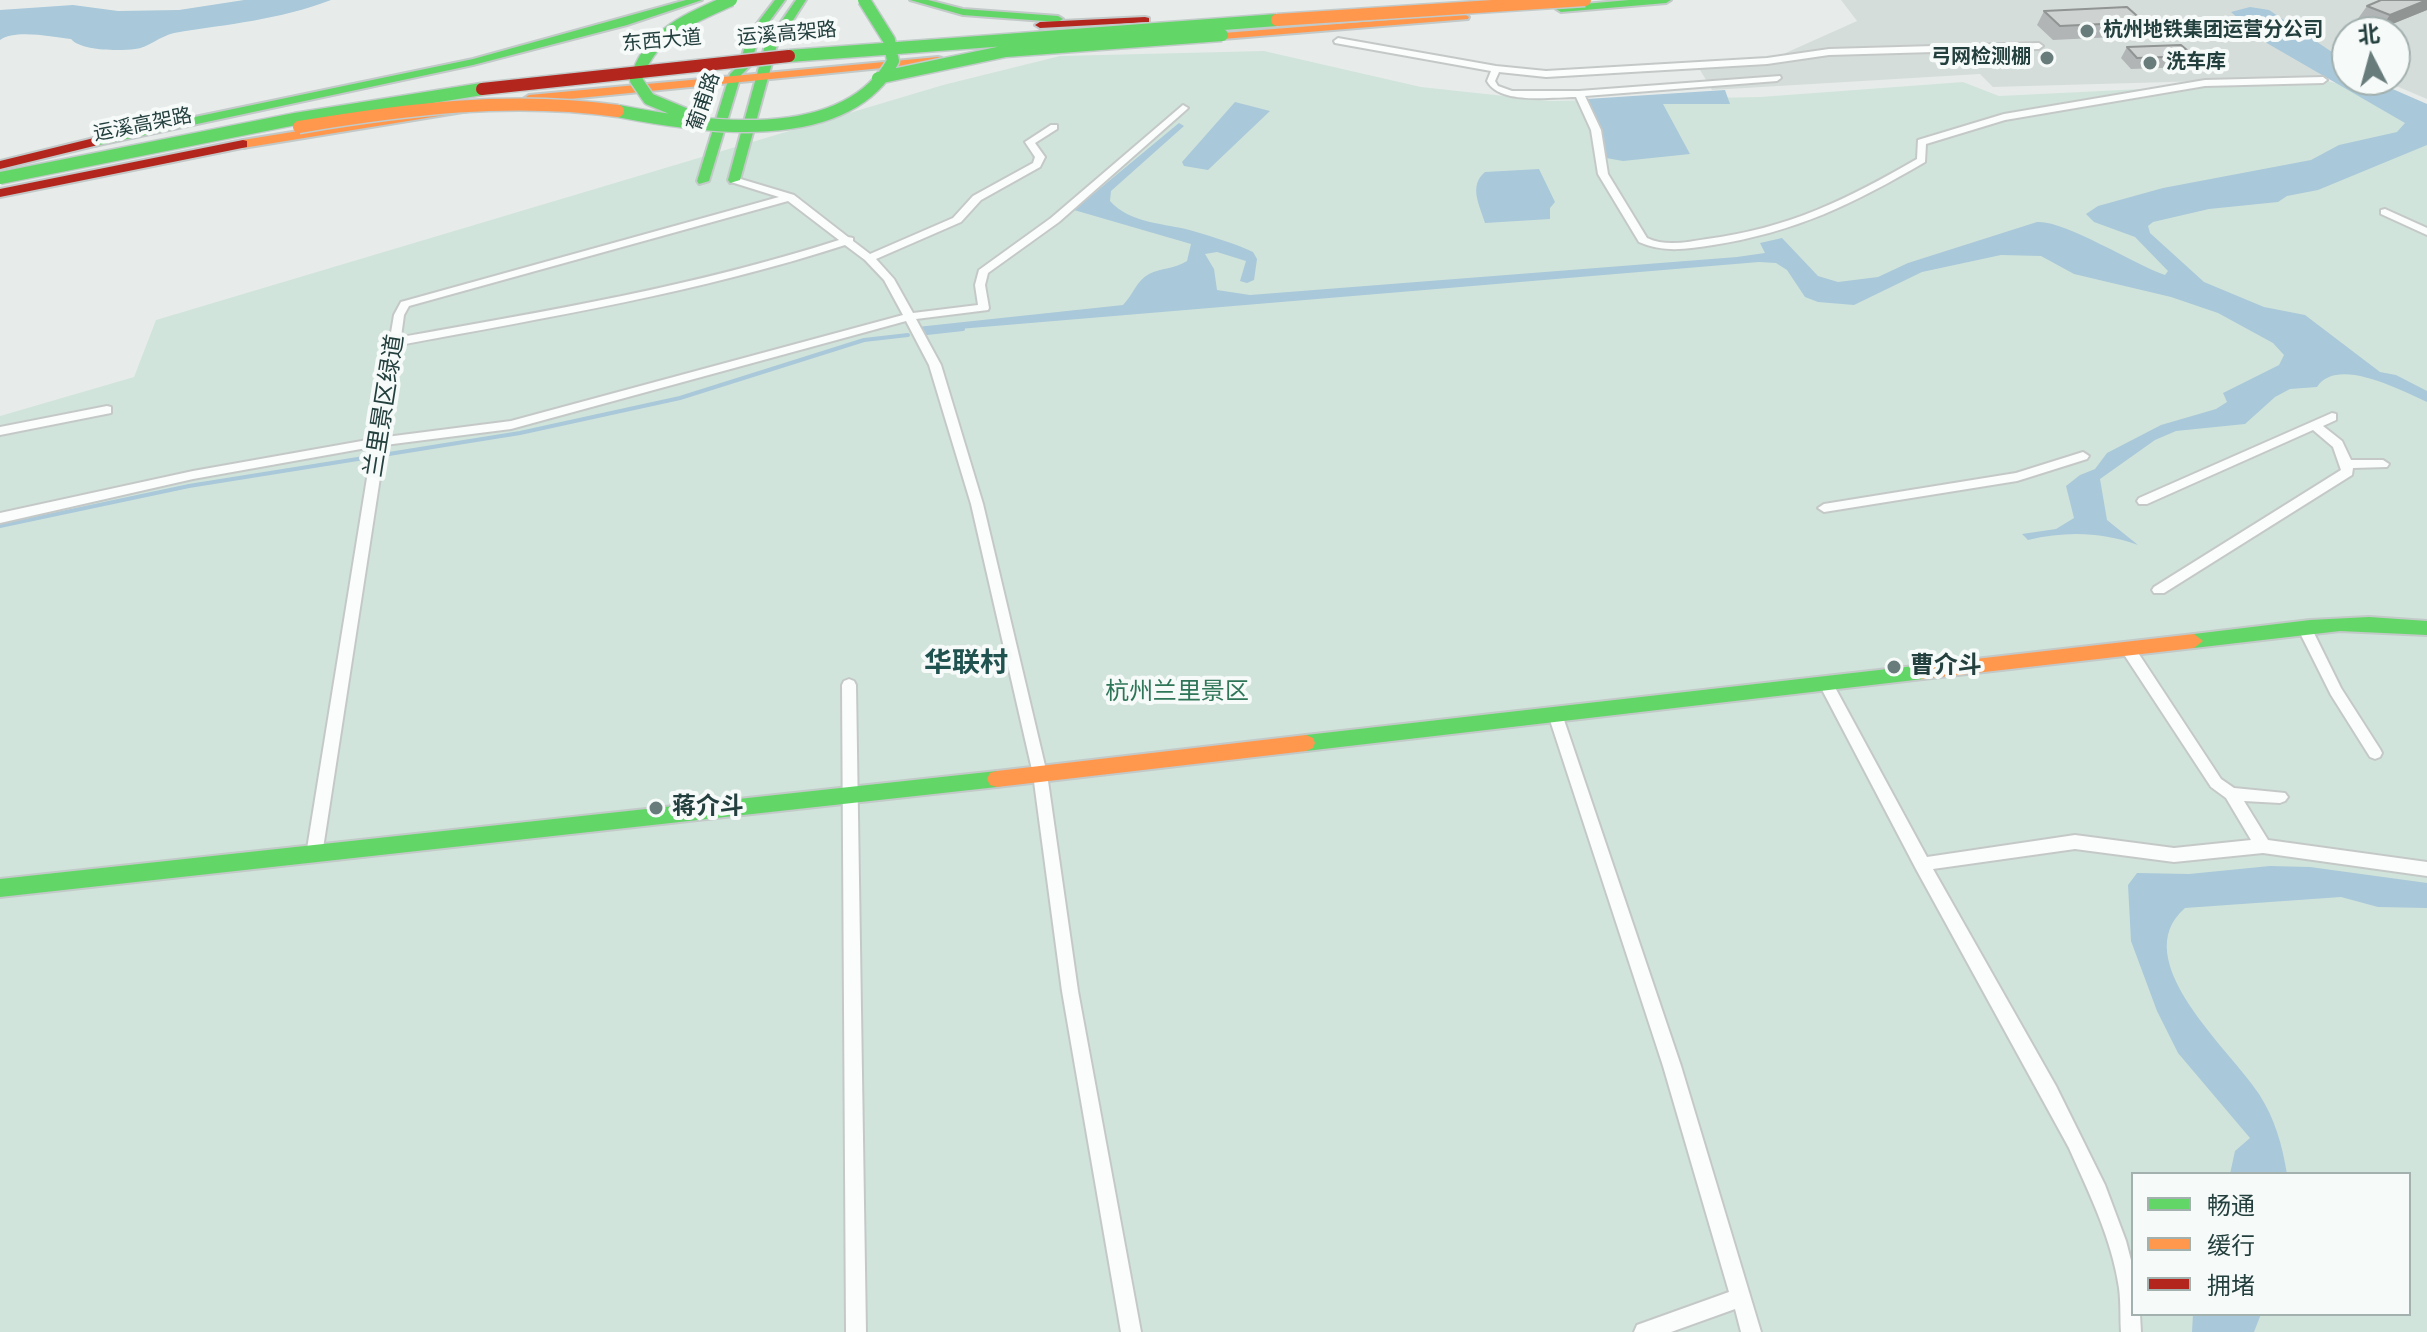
<!DOCTYPE html>
<html>
<head>
<meta charset="utf-8">
<style>
  body { margin:0 }
  #map { position:relative; width:2427px; height:1332px; overflow:hidden; background:#e7eceb; font-family:Jost,"Noto Sans SC",sans-serif }
  canvas { display:block }
  .legend { position:absolute; left:2131px; top:1172px; width:280px; height:144px; box-sizing:border-box; background:#f6faf9; border:2px solid #a2b0ae; margin:0; padding:10px 14px; list-style:none; font-size:24px; color:#24403e }
  .legend li { display:flex; align-items:center; gap:16px; height:40px }
  .legend b { width:40px; border:2px solid #a2b0ae }
  .north { position:absolute; left:2331px; top:16px; width:80px; height:80px; box-sizing:border-box; background:#f6faf9; border:2px solid #a2b0ae; border-radius:50%; rotate:354deg; font-size:22px; font-weight:700; line-height:32px; text-align:center; color:#24403e }
  .north::after { content:''; display:block; margin:auto; width:28px; height:36px; background:#687c7b; clip-path:polygon(50% 0,100% 100%,50% 72%,0 100%) }
</style>
</head>
<body>
<div id="map">
<canvas width="2427" height="1332"></canvas>
<ul class="legend">
<li><b style="height:10px;background:#63d668"></b>畅通</li>
<li><b style="height:10px;background:#ff974d"></b>缓行</li>
<li><b style="height:10px;background:#b3261e"></b>拥堵</li>
</ul>
<div class="north">北</div>
</div>
<script>
const ctx = document.querySelector('canvas').getContext('2d');
ctx.lineJoin = 'round';
function fill(path, color) {
  ctx.fillStyle = color;
  ctx.fill(path, 'evenodd');
}
function strokePath(path, color, width, dash) {
  ctx.strokeStyle = color;
  ctx.lineWidth = width;
  ctx.lineCap = dash ? 'butt' : 'round';
  ctx.setLineDash(dash || []);
  ctx.stroke(path);
}
function write(font, color, halo, rows, align = 'center') {
  ctx.font = font + ' Jost,"Noto Sans SC",sans-serif';
  ctx.lineWidth = 8;
  ctx.setLineDash([]);
  ctx.textBaseline = 'middle';
  ctx.strokeStyle = halo;
  ctx.fillStyle = color;
  for (const [text, x, y, turn = 0] of rows) {
    ctx.save();
    ctx.translate(x, y);
    ctx.rotate((+turn || 0) * Math.PI / 180);
    ctx.textAlign = isNaN(turn) ? turn : align;
    if (halo) ctx.strokeText(text, 0, 0);
    ctx.fillText(text, 0, 0);
    ctx.restore();
  }
}
fill(new Path2D(`
  M1841 0H2427V99L2382 80H2395V32H2347V77L1993 87 1980 74 1712 90 1697 65 1781 55 1857 21Z`), '#d5dddb');
fill(new Path2D(`
  M1264 51 1421 87 1551 101 1760 97 1963 82 1999 96 2323 80 2427 104V1332H0V416L134 377 156 320 943 85 1060 56ZM2133 1174H2409V1314H2133Z`), '#d1e4db');
fill(new Path2D(`
  M244 0H331C279 20 228 24 174 33 160 36 148 48 135 49 119 51 81 51 71 39 53 37 15 29 0 40V10L73 5 118 11 179 10Z
  M2250 7 2269 10 2347 62V80H2372L2427 104V145L2318 190 2287 196 2278 202 2209 209 2153 222 2148 226 2150 233 2204 282 2264 307 2305 315 2380 372 2396 375 2427 391V402C2400 390 2337 356 2317 387L2290 389 2275 397 2245 424 2176 431 2155 440 2100 479 2107 520 2138 545C2101 532 2067 531 2028 540L2022 534 2056 529 2074 518 2066 486 2080 475 2095 469 2107 453 2161 425 2216 409 2227 402 2223 393 2279 365 2284 355 2273 343 2218 313 2171 297 2074 274 2041 256 2001 255 1922 272 1854 305 1818 302 1805 297 1787 270 1776 263 1759 262 923 332 917 327 1123 305C1133 295 1136 281 1149 274 1161 268 1175 269 1187 261L1191 244 1074 210 1179 123 1184 126 1111 191 1110 201C1130 224 1166 223 1193 231 1213 237 1234 243 1253 252L1257 259 1254 280 1247 283 1240 281 1246 261 1217 252 1205 254 1214 269 1217 290 1250 295 1737 257 1765 253 1760 243 1782 238 1818 276 1838 282 1878 277 1908 263 2037 222C2065 220 2131 263 2165 275L2168 271 2135 237 2094 222 2086 214 2098 206 2163 188 2311 160 2339 145 2397 132 2405 123 2265 42 2231 12Z
  M1725 90 1730 104H1663L1690 154 1623 161 1606 158 1601 129 1587 99Z
  M1235 102 1270 111 1208 170 1184 166 1182 162Z
  M1539 169 1555 202 1550 208V219L1485 223C1480 206 1468 186 1485 172Z
  M2270 866 2310 867 2427 883V908L2378 907 2341 897 2185 908C2125 960 2230 1049 2259 1094 2275 1119 2282 1144 2287 1174H2230L2235 1151 2250 1138 2178 1053 2157 1011 2131 941 2128 885 2137 873 2189 874Z
  M2193 1314H2261L2254 1332H2192Z`), '#a9c8d9');
strokePath(new Path2D(`
  M927 333 963 329
  M0 526 189 486 520 433 680 398 864 340 908 335`), '#a9c8d9', 4);
const street = new Path2D(`
  M1338 38 1496 66 1546 71 1767 58 1829 49 2039 43 2043 46 2039 49 1829 55 1767 64 1546 77 1499 72 1495 81 1498 86 1512 91H1579L1780 76 1781 78 1777 81 1585 96 1601 130 1608 174 1647 238C1666 247 1687 242 1707 239 1789 228 1846 200 1917 159L1918 140 2004 114 2205 80 2323 77 2327 80 2323 83 2205 86 2005 120 1926 144 1925 162C1853 204 1796 232 1713 245 1688 249 1663 253 1639 242L1598 174 1591 130 1576 97C1551 97 1500 105 1487 81L1491 71 1335 43 1334 41Z
  M1183 105 1188 108 1186 110 1059 222 988 273 985 285 989 308 988 310 916 319 941 365 983 504 1047 774 1078 991 1141 1332H1121L1062 991 1033 774 971 504 929 365 906 321 511 429 385 445 322 855 320 860 314 862 308 860 306 855 372 447 193 479 0 523V513L193 471 373 439 394 315 401 302 779 197 731 182V178L734 177 794 195 848 237 853 238V241L870 254 953 218 973 196 1033 163 1035 157 1025 142 1051 125H1057V129L1035 143 1045 157 1040 167 981 200 961 222 876 259 894 279 913 313 978 305 975 285 979 270 1051 218ZM788 201 839 240C696 286 549 311 401 337L404 315 409 306ZM845 245 865 260 884 280 903 315 511 421 386 437 400 345C550 317 700 292 845 245Z
  M2385 209 2427 228V235L2381 214V210Z
  M107 406 111 407V413L0 435V427Z
  M2332 413 2336 414V420L2323 426 2342 441 2351 460H2383L2389 464 2387 467 2353 468 2352 475 2164 593H2154L2152 590 2154 587 2341 470 2333 447 2313 430 2147 504H2139L2137 501 2139 498Z
  M2083 452 2089 456 2087 459 2017 481 1824 512 1818 508 1824 504 2016 473Z
  M2305 624 2310 625 2341 688 2380 749 2382 753 2380 757 2375 759 2370 757 2331 695 2298 629Z
  M2128 644 2133 645 2221 779 2234 788 2285 793 2288 797 2285 801 2280 803 2244 801 2268 840 2427 862V876L2263 853 2174 862 2075 849 1933 869 2056 1086 2105 1185 2126 1241 2133 1268V1314H2140L2141 1332H2121C2120 1318 2121 1303 2119 1288 2112 1239 2089 1193 2069 1148L1916 869 1819 684 1821 680H1831L1927 857 2075 835 2174 848 2251 840 2226 798 2211 787 2123 653 2121 649Z
  M849 679 854 681 856 685 866 1332H846L842 685 844 681Z
  M1555 708 1560 710 1562 714 1681 1066 1761 1332H1741L1735 1309 1671 1332H1634L1637 1325 1729 1292 1663 1066 1548 714 1550 710Z`);
const fast = new Path2D(`
  M686 0H702L627 25 473 65 94 146 88 142 94 138 473 59Z
  M775 0H785L760 34 750 66 741 75 709 181 699 184 697 181 730 74 739 65 749 34Z
  M796 0H806L777 45 740 180 730 183 728 180 765 45Z
  M910 0H928L963 9 1058 16 1063 19 1058 22 963 15Z
  M1629 0H1671L1666 3 1561 12 1556 9 1561 6Z
  M2369 617 2427 621V635L2340 631 2194 648 2185 641 2194 634 2310 620Z
  M1923 665 1929 667 1932 672 1929 677 1923 679 1306 751 1299 748 1297 743 1299 738 1306 735Z
  M997 771 1004 773 1007 779 1004 785 997 787 0 897V879Z`);
const slow = new Path2D(`
  M1464 14 1469 17 1468 19 1198 41 1192 38 1198 35Z
  M938 57 942 58V62L529 103 523 99 529 95Z
  M465 104 469 105V111L243 148 237 144 243 140Z
  M2194 634 2203 641 2194 648 1923 679 1917 677 1914 672 1917 667 1923 665Z
  M1306 735 1313 738 1315 743 1313 748 1306 751 997 787 990 785 987 779 990 773 997 771Z`);
const jam = new Path2D(`
  M1145 17 1149 18V22L1040 28 1035 25 1040 22Z
  M94 138 98 139V145L0 169V161Z
  M243 140 247 141V147L0 197V189Z`);
strokePath(street, '#c4c9c8', 4);
strokePath(fast, '#c2c9c8', 4);
strokePath(slow, '#c2c9c8', 4);
strokePath(jam, '#c2c9c8', 4);
fill(street, '#fbfcfc');
fill(fast, '#63d668');
fill(slow, '#ff974d');
fill(jam, '#b3261e');
const fastBridge = new Path2D(`
  M789 56 1277 20
  M878 78 1006 51 1222 35
  M618 111C698 127 845 150 893 61L889 40 864 0
  M685 114 649 99 636 80C649 33 690 19 731 0
  M0 178 295 119 482 89`);
const slowBridge = new Path2D(`
  M1277 20 1585 0
  M299 127C406 109 510 96 618 111`);
const jamBridge = new Path2D(`
  M482 89 789 56`);
strokePath(fastBridge, '#c2caca', 15, []);
strokePath(slowBridge, '#c2caca', 15, []);
strokePath(jamBridge, '#c2caca', 15, []);
strokePath(fastBridge, '#63d668', 12);
strokePath(slowBridge, '#ff974d', 12);
strokePath(jamBridge, '#b3261e', 12);
fill(new Path2D(`
  M2427 0V10L2380 29 2357 20 2367 6Z
  M2044 11 2144 22 2137 36 2053 40 2037 25Z
  M2127 47 2194 56 2187 67 2131 69 2121 58Z`), '#b1b5b5');
fill(new Path2D(`
  M2427 0V10L2380 29 2390 15Z`), '#909493');
const building = new Path2D(`
  M2381 0H2427L2390 15 2367 6Z
  M2127 7 2144 22 2060 26 2044 11Z
  M2181 45 2194 56 2137 58 2127 47Z`);
fill(building, '#ced3d2');
strokePath(building, '#909493', 2);
for (const [x, y, r, color] of [
  [2087,31,8,"#687c7b"],
  [2047,58,8,"#687c7b"],
  [2150,63,8,"#687c7b"],
  [1894,667,8,"#687c7b"],
  [656,808,8,"#687c7b"]
]) {
  const dot = new Path2D();
  dot.arc(x, y, r, 0, 2 * Math.PI);
  ctx.fillStyle = color;
  ctx.fill(dot);
  strokePath(dot, '#f6faf9', 3);
}
write('bold 20px', '#24403e', '#f6faf9', [
  ["杭州地铁集团运营分公司",2103,31],
  ["弓网检测棚",2031,58,"right"],
  ["洗车库",2166,63]
], 'left');
write('20px', '#24403e', '#f6faf9', [
  ["运溪高架路",787,35,-5],
  ["东西大道",662,42,-5],
  ["葡甫路",705,102,-71],
  ["运溪高架路",143,126,-11]
]);
write('24px', '#24403e', '#f6faf9', [
  ["兰里景区绿道",386,406,-81]
]);
write('bold 24px', '#24403e', '#f6faf9', [
  ["曹介斗",1910,667],
  ["蒋介斗",672,808]
], 'left');
write('24px', '#2f7659', '#f6faf9', [
  ["杭州兰里景区",1177,693]
]);
write('bold 28px', '#205250', '#f6faf9', [
  ["华联村",966,665]
]);
</script>
</body>
</html>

# Task
Output only the lines running from the top of the data above to the line with "width:40px; border:2px solid", inclusive, word for word and without pictures.

# Result below
<!DOCTYPE html>
<html>
<head>
<meta charset="utf-8">
<style>
  body { margin:0 }
  #map { position:relative; width:2427px; height:1332px; overflow:hidden; background:#e7eceb; font-family:Jost,"Noto Sans SC",sans-serif }
  canvas { display:block }
  .legend { position:absolute; left:2131px; top:1172px; width:280px; height:144px; box-sizing:border-box; background:#f6faf9; border:2px solid #a2b0ae; margin:0; padding:10px 14px; list-style:none; font-size:24px; color:#24403e }
  .legend li { display:flex; align-items:center; gap:16px; height:40px }
  .legend b { width:40px; border:2px solid #a2b0ae }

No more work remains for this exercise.